YOUR TASK
Go to the line holding "middle tip: (840, 919)" in the entries below and write out exactly every line down to and including the line holding "middle dip: (1126, 923)".

DATA SUPPLIED
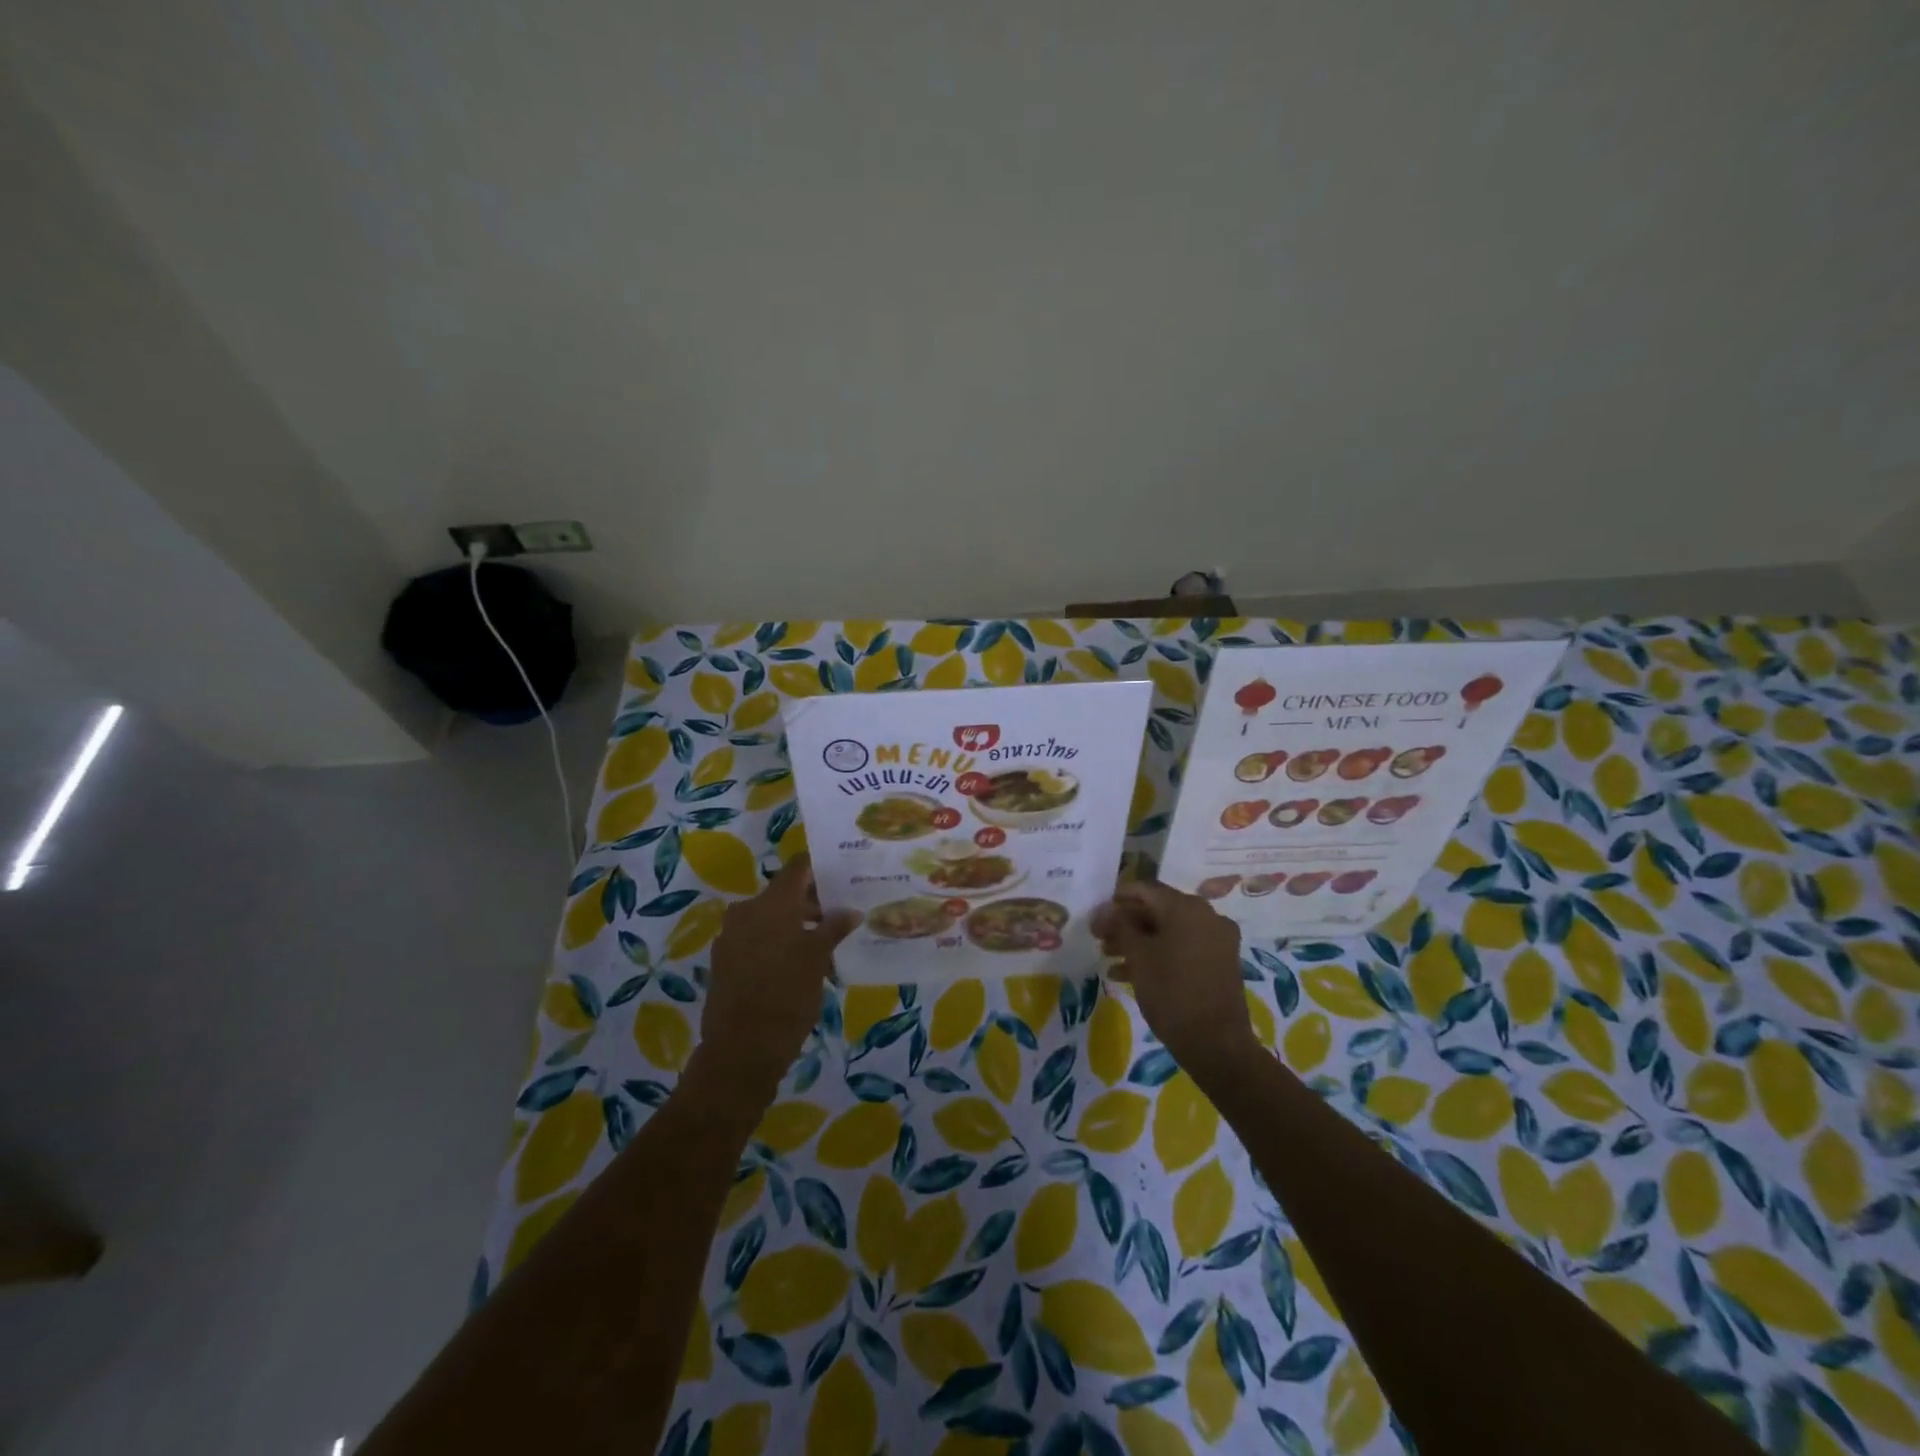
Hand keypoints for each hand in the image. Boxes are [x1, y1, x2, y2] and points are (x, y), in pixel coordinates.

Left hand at [697, 857, 859, 1103]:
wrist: (741, 1049)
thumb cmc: (787, 995)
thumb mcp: (818, 958)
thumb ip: (834, 928)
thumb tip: (851, 911)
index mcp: (771, 903)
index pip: (798, 868)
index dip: (820, 869)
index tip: (842, 877)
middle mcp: (746, 911)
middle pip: (784, 894)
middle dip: (812, 905)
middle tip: (840, 919)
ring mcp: (731, 936)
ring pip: (770, 919)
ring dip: (796, 927)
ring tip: (824, 950)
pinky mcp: (724, 961)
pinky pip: (756, 940)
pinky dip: (777, 945)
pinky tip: (798, 967)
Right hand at [1092, 882, 1258, 1071]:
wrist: (1216, 1044)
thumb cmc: (1172, 994)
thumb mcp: (1138, 957)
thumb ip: (1120, 926)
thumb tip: (1106, 910)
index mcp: (1186, 908)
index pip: (1144, 890)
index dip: (1116, 901)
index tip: (1095, 918)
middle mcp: (1206, 915)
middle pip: (1157, 910)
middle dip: (1126, 923)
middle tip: (1100, 939)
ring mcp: (1217, 939)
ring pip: (1169, 930)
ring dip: (1139, 941)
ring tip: (1110, 958)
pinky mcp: (1220, 961)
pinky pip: (1184, 947)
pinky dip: (1159, 954)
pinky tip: (1130, 973)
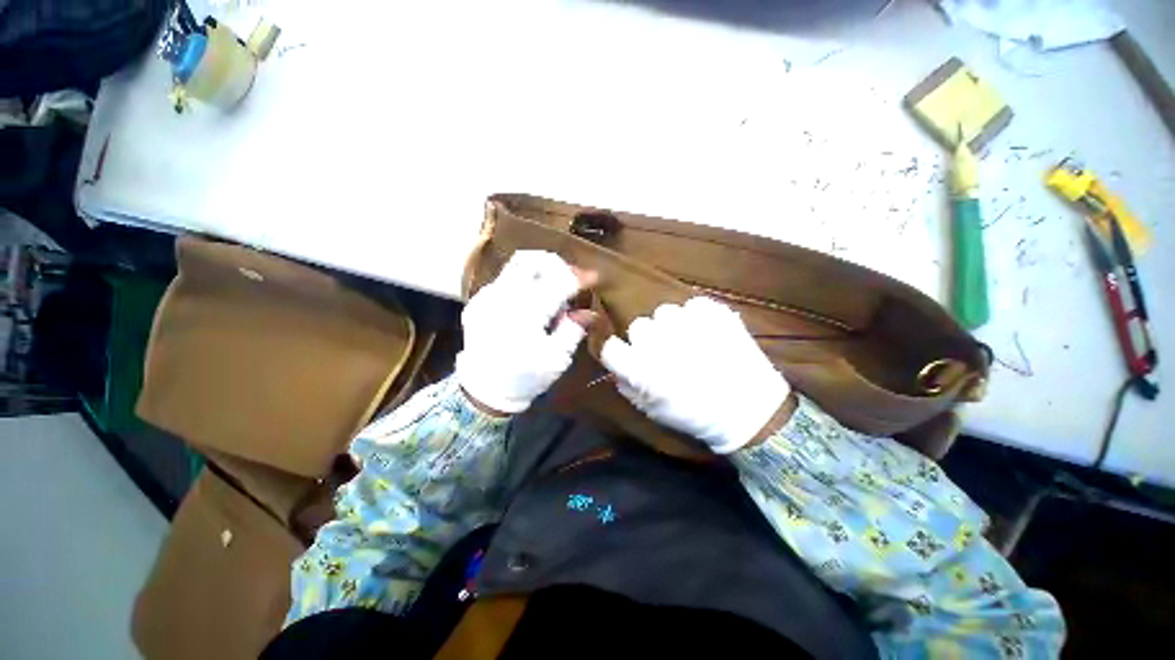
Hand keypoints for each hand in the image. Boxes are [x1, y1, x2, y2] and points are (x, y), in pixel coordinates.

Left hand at [456, 251, 595, 414]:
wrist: (484, 390)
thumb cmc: (525, 377)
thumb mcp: (557, 358)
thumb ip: (574, 329)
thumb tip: (589, 312)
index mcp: (526, 313)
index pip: (558, 282)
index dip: (579, 277)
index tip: (594, 278)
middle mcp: (503, 297)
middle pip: (532, 260)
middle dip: (556, 264)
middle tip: (570, 279)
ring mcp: (486, 296)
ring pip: (516, 265)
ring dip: (540, 270)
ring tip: (552, 288)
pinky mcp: (478, 301)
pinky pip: (505, 279)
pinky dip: (524, 282)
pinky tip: (531, 303)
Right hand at [600, 297, 789, 453]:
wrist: (749, 409)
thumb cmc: (694, 415)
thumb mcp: (651, 409)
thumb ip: (627, 385)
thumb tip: (618, 366)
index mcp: (640, 367)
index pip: (611, 345)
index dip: (620, 351)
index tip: (630, 356)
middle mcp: (658, 340)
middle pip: (638, 326)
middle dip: (649, 339)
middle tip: (667, 353)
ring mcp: (686, 322)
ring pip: (665, 312)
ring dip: (672, 326)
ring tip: (691, 341)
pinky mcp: (712, 311)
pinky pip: (693, 305)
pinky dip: (698, 317)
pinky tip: (709, 333)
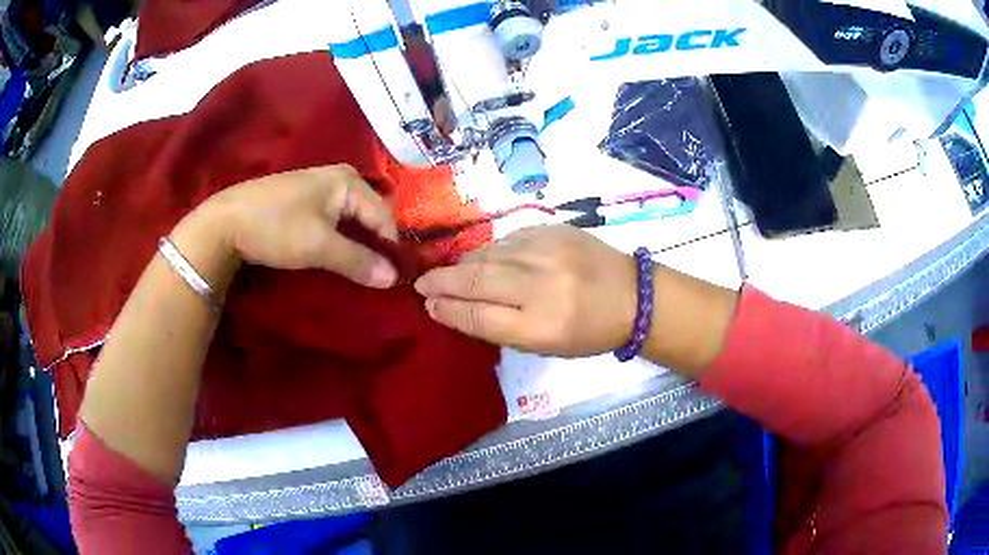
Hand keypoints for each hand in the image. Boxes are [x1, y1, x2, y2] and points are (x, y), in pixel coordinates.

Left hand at [204, 165, 398, 287]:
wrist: (225, 222)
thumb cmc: (277, 228)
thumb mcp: (320, 246)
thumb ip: (358, 261)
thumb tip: (394, 278)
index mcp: (348, 181)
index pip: (384, 216)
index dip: (389, 248)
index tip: (390, 279)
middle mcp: (339, 177)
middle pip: (369, 215)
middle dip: (373, 244)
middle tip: (373, 274)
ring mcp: (319, 186)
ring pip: (351, 218)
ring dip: (355, 243)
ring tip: (355, 268)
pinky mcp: (303, 199)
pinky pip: (334, 218)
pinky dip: (339, 237)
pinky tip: (333, 253)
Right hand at [414, 225, 636, 356]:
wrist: (633, 295)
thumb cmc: (589, 331)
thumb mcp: (545, 345)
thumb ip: (499, 327)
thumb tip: (455, 307)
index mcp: (542, 326)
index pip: (479, 316)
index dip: (448, 310)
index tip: (427, 306)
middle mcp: (542, 285)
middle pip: (476, 279)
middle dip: (441, 281)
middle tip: (421, 284)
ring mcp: (548, 251)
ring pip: (487, 254)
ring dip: (463, 264)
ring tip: (448, 273)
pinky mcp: (553, 229)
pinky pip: (507, 239)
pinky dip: (490, 251)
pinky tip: (484, 259)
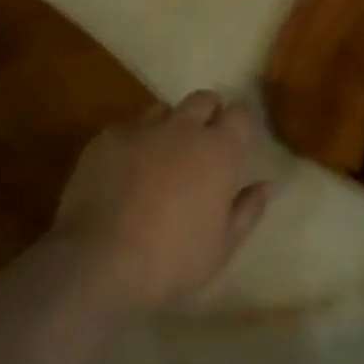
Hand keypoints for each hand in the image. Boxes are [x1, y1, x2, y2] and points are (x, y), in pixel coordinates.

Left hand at [51, 90, 271, 315]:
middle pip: (203, 99)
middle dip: (208, 113)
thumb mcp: (221, 248)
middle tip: (203, 143)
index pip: (241, 113)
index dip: (241, 122)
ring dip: (169, 125)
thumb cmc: (171, 262)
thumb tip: (265, 185)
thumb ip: (247, 211)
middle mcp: (183, 128)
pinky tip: (123, 172)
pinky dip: (132, 143)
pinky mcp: (105, 139)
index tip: (239, 138)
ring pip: (162, 109)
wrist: (98, 264)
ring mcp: (141, 130)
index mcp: (219, 151)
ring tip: (161, 155)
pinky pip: (126, 129)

TASK ANSWER
middle tip: (840, 919)
ring mcp: (731, 936)
ring pip: (770, 919)
ring dip: (796, 927)
ring tip: (824, 950)
pinky mcp: (724, 961)
pinky pip: (756, 940)
pinky dip: (777, 945)
pinky tip: (798, 967)
Right hand at [1092, 882, 1258, 1071]:
wrist: (1216, 1044)
thumb cmc: (1172, 994)
thumb mcp: (1138, 957)
thumb ip: (1120, 926)
thumb tip: (1106, 910)
index mcp: (1186, 908)
index pip: (1144, 890)
index dip: (1116, 901)
index tip: (1095, 918)
middle mcp: (1206, 915)
middle pip: (1157, 910)
middle dip: (1126, 923)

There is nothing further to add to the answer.